Cashew salad can be put together in just 15 minutes but tastes like you spent a lot longer making it. This is a great salad recipe to accompany any meal, but it is especially delicious alongside other Thai food favorites such as Thai vegetable spring rolls, pumpkin and sweet potato curry, and carrot soup with ginger and lemongrass.

This salad is easily made vegetarian by substituting Golden Mountain Sauce or soy sauce for the fish sauce. It can also be served as a main course; just add some cooked shrimp, grilled chicken or slices of deep-fried tofu (if you're vegetarian).

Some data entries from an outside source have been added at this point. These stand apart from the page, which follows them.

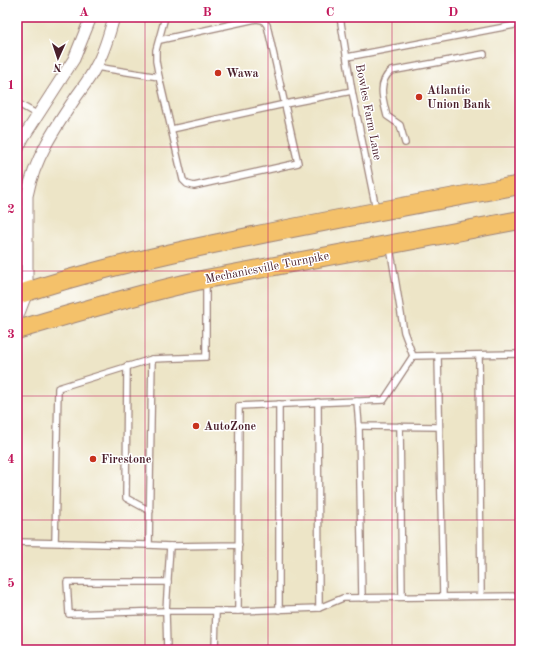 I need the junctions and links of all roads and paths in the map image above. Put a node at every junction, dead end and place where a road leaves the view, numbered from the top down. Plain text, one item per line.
1 (92, 17) edge
2 (114, 17) edge
3 (165, 17) edge
4 (340, 17) edge
5 (520, 24) edge
6 (160, 40) junction
7 (484, 54) dead end
8 (347, 57) junction
9 (96, 67) junction
10 (159, 76) junction
11 (352, 91) junction
12 (17, 103) edge
13 (285, 104) junction
14 (38, 116) junction
15 (172, 129) junction
16 (405, 143) dead end
17 (17, 150) edge
18 (520, 184) edge
19 (376, 211) junction
20 (520, 220) edge
21 (389, 244) junction
22 (206, 279) junction
23 (22, 293) edge
24 (17, 318) edge
25 (17, 330) edge
26 (520, 354) edge
27 (479, 355) junction
28 (413, 356) junction
29 (438, 356) junction
30 (152, 359) junction
31 (127, 366) junction
32 (357, 401) junction
33 (318, 402) junction
34 (279, 404) junction
35 (359, 426) junction
36 (400, 426) junction
37 (439, 426) junction
38 (150, 511) junction
39 (17, 542) edge
40 (55, 543) junction
41 (149, 545) junction
42 (238, 545) junction
43 (170, 546) junction
44 (168, 582) junction
45 (442, 596) junction
46 (481, 596) junction
47 (520, 596) edge
48 (402, 597) junction
49 (362, 598) junction
50 (319, 608) junction
51 (279, 610) junction
52 (166, 611) junction
53 (216, 612) junction
54 (238, 612) junction
55 (167, 650) edge
56 (215, 650) edge

1 - 14 street
2 - 9 street
3 - 6 lane
4 - 8 lane, Bowles Farm Lane
5 - 8 lane
6 - 10 lane
6 - 13 lane
7 - 16 lane
8 - 11 lane, Bowles Farm Lane
9 - 10 lane
9 - 23 street
10 - 15 lane
11 - 13 lane
11 - 19 lane, Bowles Farm Lane
12 - 14 lane
13 - 15 lane
13 - 15 lane
14 - 17 street
18 - 19 highway
19 - 23 highway
20 - 21 highway, Mechanicsville Turnpike
21 - 22 highway, Mechanicsville Turnpike
21 - 28 lane
22 - 25 highway, Mechanicsville Turnpike
22 - 30 lane
23 - 24 street
26 - 27 lane
27 - 29 lane
27 - 46 lane
28 - 29 lane
28 - 32 lane
29 - 37 lane
30 - 31 lane
30 - 38 lane
31 - 38 lane
31 - 40 lane
32 - 33 lane
32 - 35 lane
33 - 34 lane
33 - 50 lane
34 - 42 lane
34 - 51 lane
35 - 36 lane
35 - 49 lane
36 - 37 lane
36 - 48 lane
37 - 45 lane
38 - 41 lane
39 - 40 lane
40 - 41 lane
41 - 43 lane
42 - 43 lane
42 - 54 lane
43 - 44 lane
44 - 52 lane
44 - 52 lane
45 - 46 lane
45 - 48 lane
46 - 47 lane
48 - 49 lane
49 - 50 lane
50 - 51 lane
51 - 54 lane
52 - 53 lane
52 - 55 lane
53 - 54 lane
53 - 56 lane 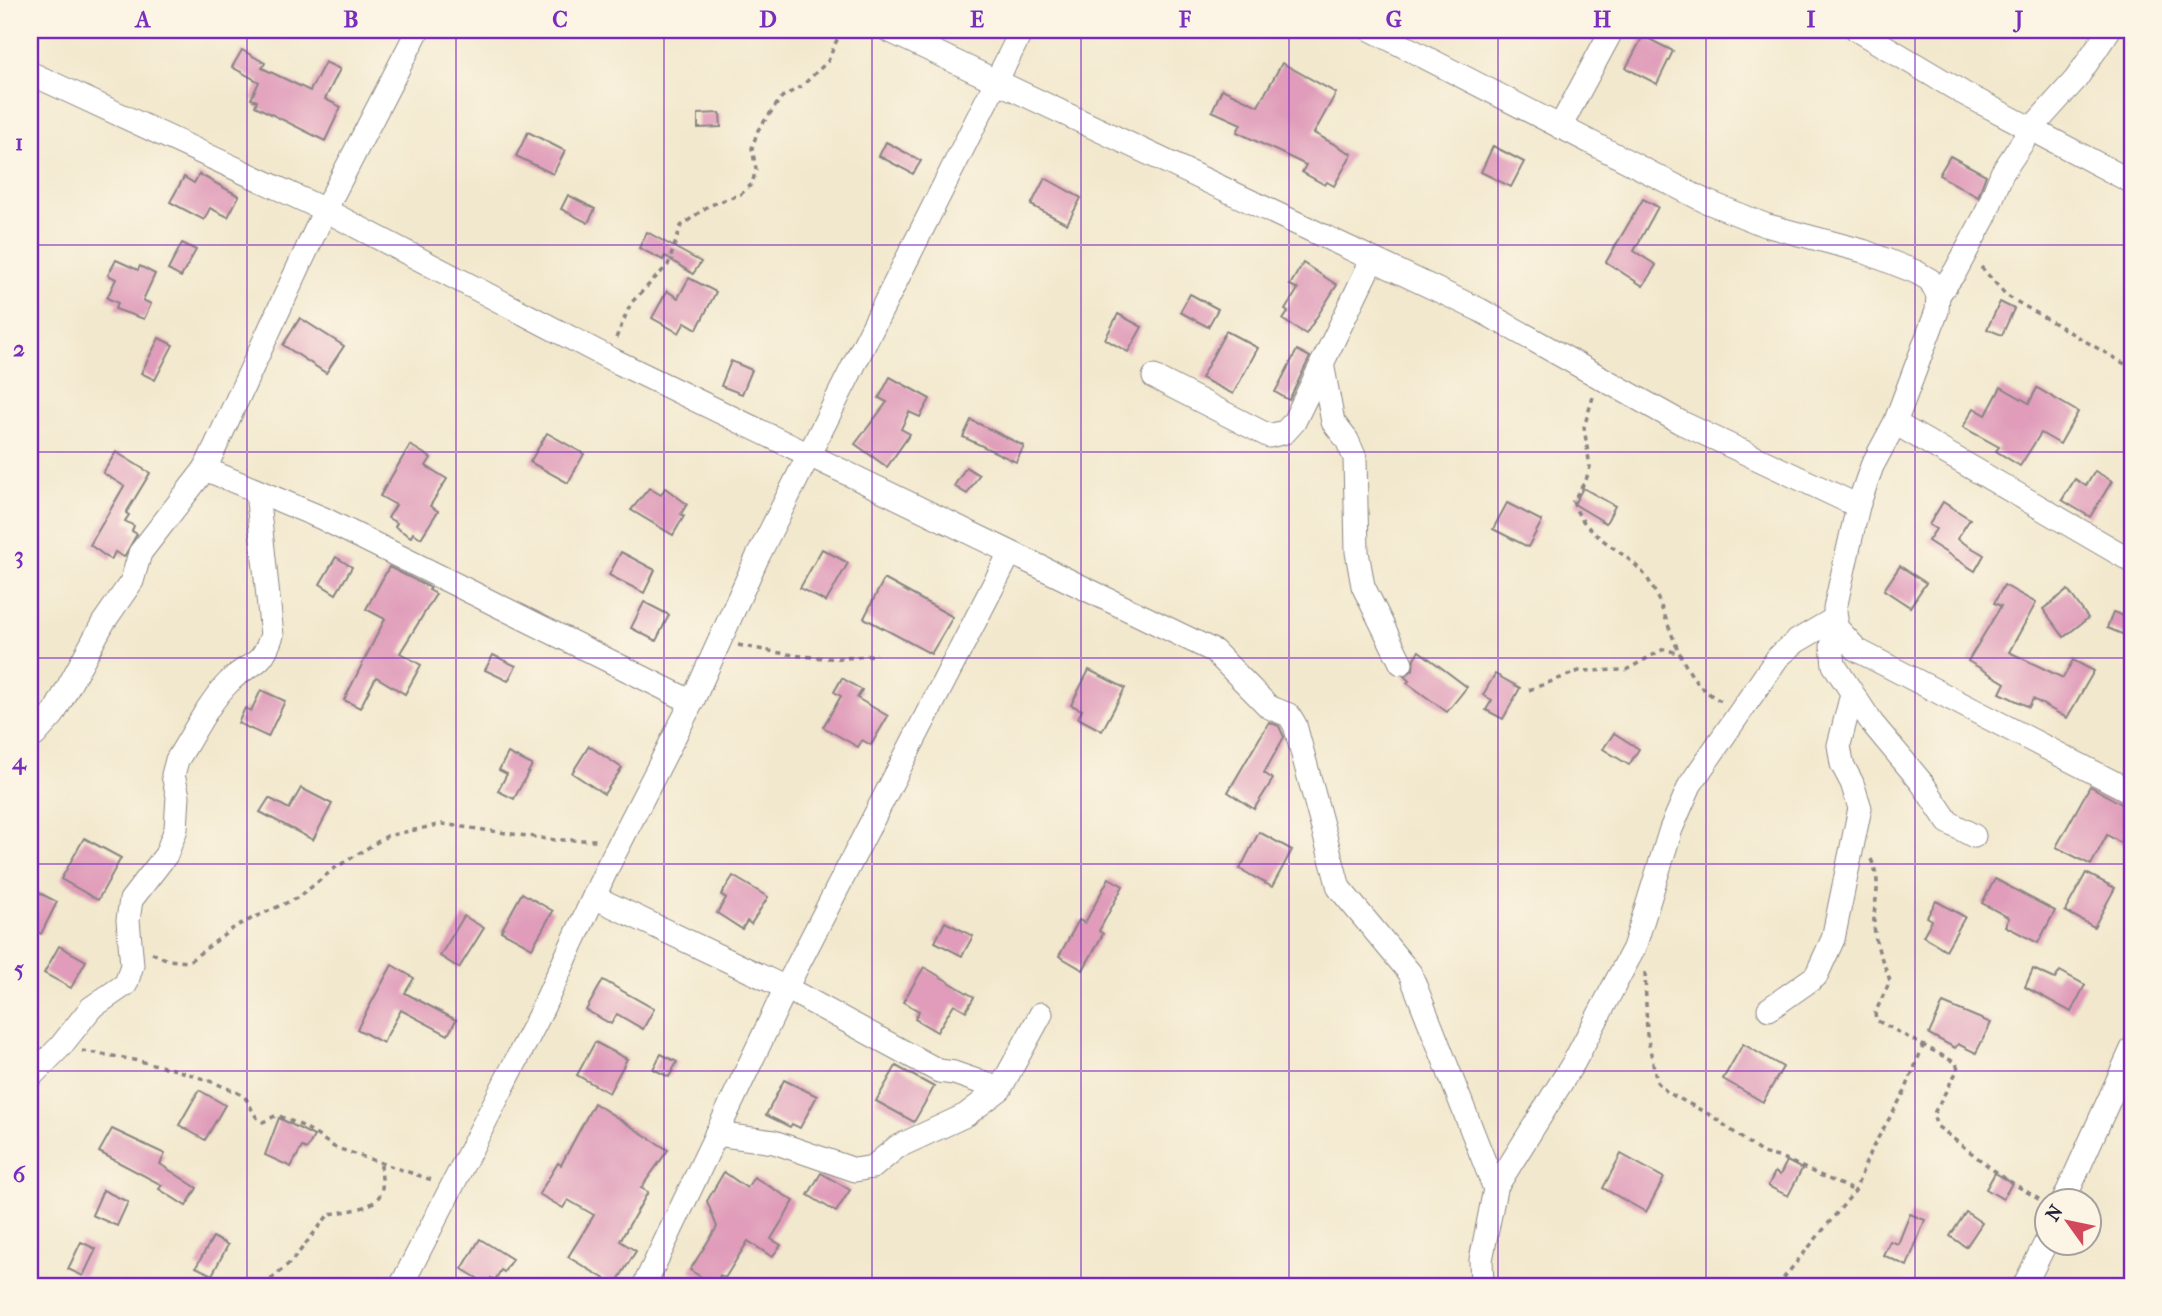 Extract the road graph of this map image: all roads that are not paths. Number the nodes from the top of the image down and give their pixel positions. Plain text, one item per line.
1 (418, 30) edge
2 (888, 30) edge
3 (1022, 30) edge
4 (1372, 30) edge
5 (1612, 30) edge
6 (1857, 30) edge
7 (2109, 30) edge
8 (30, 73) edge
9 (996, 80) junction
10 (1560, 127) junction
11 (2032, 128) junction
12 (2132, 182) edge
13 (325, 209) junction
14 (1372, 260) junction
15 (1938, 295) junction
16 (1322, 363) junction
17 (1154, 377) dead end
18 (1895, 422) junction
19 (809, 456) junction
20 (205, 470) junction
21 (257, 492) junction
22 (1858, 506) junction
23 (1010, 553) junction
24 (2132, 561) edge
25 (1836, 622) junction
26 (1401, 663) dead end
27 (1852, 694) junction
28 (692, 702) junction
29 (30, 737) edge
30 (2132, 792) edge
31 (1974, 836) dead end
32 (594, 897) junction
33 (786, 988) junction
34 (1769, 1009) dead end
35 (1041, 1014) dead end
36 (2132, 1049) edge
37 (30, 1077) edge
38 (1000, 1089) junction
39 (716, 1134) junction
40 (2070, 1186) edge
41 (1494, 1189) junction
42 (2039, 1256) edge
43 (401, 1286) edge
44 (644, 1286) edge
45 (1482, 1286) edge
46 (2024, 1286) edge

1 - 13 street
2 - 9 street
3 - 9 street
4 - 10 street
5 - 10 street
6 - 11 street
7 - 11 street
8 - 13 street
9 - 14 street
9 - 19 street
10 - 15 street
11 - 12 street
11 - 15 street
13 - 19 street
13 - 20 street
14 - 16 street
14 - 22 street
15 - 18 street
16 - 17 street
16 - 26 street
18 - 22 street
18 - 24 street
19 - 23 street
19 - 28 street
20 - 21 street
20 - 29 street
21 - 28 street
21 - 37 street
22 - 25 street
23 - 33 street
23 - 41 street
25 - 27 street
25 - 30 street
25 - 41 street
27 - 31 street
27 - 34 street
28 - 32 street
32 - 33 street
32 - 43 street
33 - 38 street
33 - 39 street
35 - 38 street
36 - 40 street
38 - 39 street
39 - 44 street
41 - 45 street
42 - 46 street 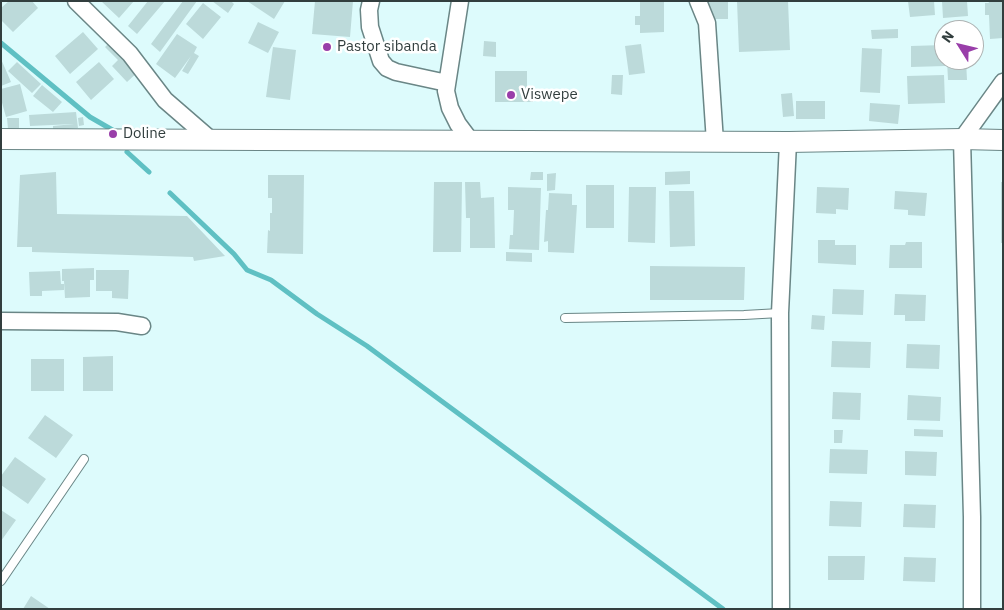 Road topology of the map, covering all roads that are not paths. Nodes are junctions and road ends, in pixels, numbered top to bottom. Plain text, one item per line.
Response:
1 (76, 1) edge
2 (371, 1) edge
3 (460, 1) edge
4 (698, 1) edge
5 (1003, 82) edge
6 (447, 83) junction
7 (1, 139) edge
8 (962, 139) junction
9 (210, 140) junction
10 (470, 140) junction
11 (1003, 140) edge
12 (715, 142) junction
13 (788, 142) junction
14 (780, 313) junction
15 (565, 318) dead end
16 (1, 321) edge
17 (142, 326) dead end
18 (84, 459) dead end
19 (1, 582) edge
20 (780, 609) edge
21 (972, 609) edge

1 - 9 street
2 - 6 street
3 - 6 street
4 - 12 street
5 - 8 street
6 - 10 street
7 - 9 street
8 - 11 street
8 - 13 street
8 - 21 street
9 - 10 street
10 - 12 street
12 - 13 street
13 - 14 street
14 - 15 lane
14 - 20 street
16 - 17 street
18 - 19 lane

  • 1 English cucumber or 2 small field cucumbers (skin removed if desired) 
  • 1 carrot (grated; use a larger sized grater if you have one)
  • 1 cup whole roasted unsalted cashews (avoid the baking type–bulk cashews are fresher)
  • 1/2 large red bell pepper or 1 small red pepper (sliced thinly)
  • 2 spring (green) onions (sliced or cut into ​strips lengthwise)
  • Generous handfuls of fresh coriander (cilantro) and fresh basil to make a "bed" for the salad
  • Salad Dressing:
  • 1 tbsp. freshly squeezed lime juice
  • 1 tbsp. soy sauce
  • 1 tbsp. fish sauce (vegetarian substitute: 1 tbsp. Golden Mountain Sauce or 1 1/2 tbsp. soy sauce)
  • 1 tsp. white wine vinegar or rice vinegar
  • 2 to 3 cloves fresh garlic (pressed or minced)
  • 1 fresh red chili (de-seeded and minced) or 1 to 2 tsp. chili sauce or 1/4 to 1/2 tsp. dried crushed chili
  • 1 to 2 tsp. sugar (to taste)
  • Pinch of white pepper (or substitute regular black pepper)

Steps to Make It

  1. Make the dressing by mixing all salad dressing ingredients together in a bowl.

  2. Taste-test for sourness/spiciness, adding more sugar if it's too sour for your taste or more chili if it's not spicy enough. Set aside.

  3. Slice the cucumber, then cut the slices in half. Place in a salad bowl.

  4. Add the grated carrot, cashews, red pepper, and spring onions.

  5. Pour the dressing over and toss well.

  6. Place herbs on a serving dish and spoon salad over. Serve immediately.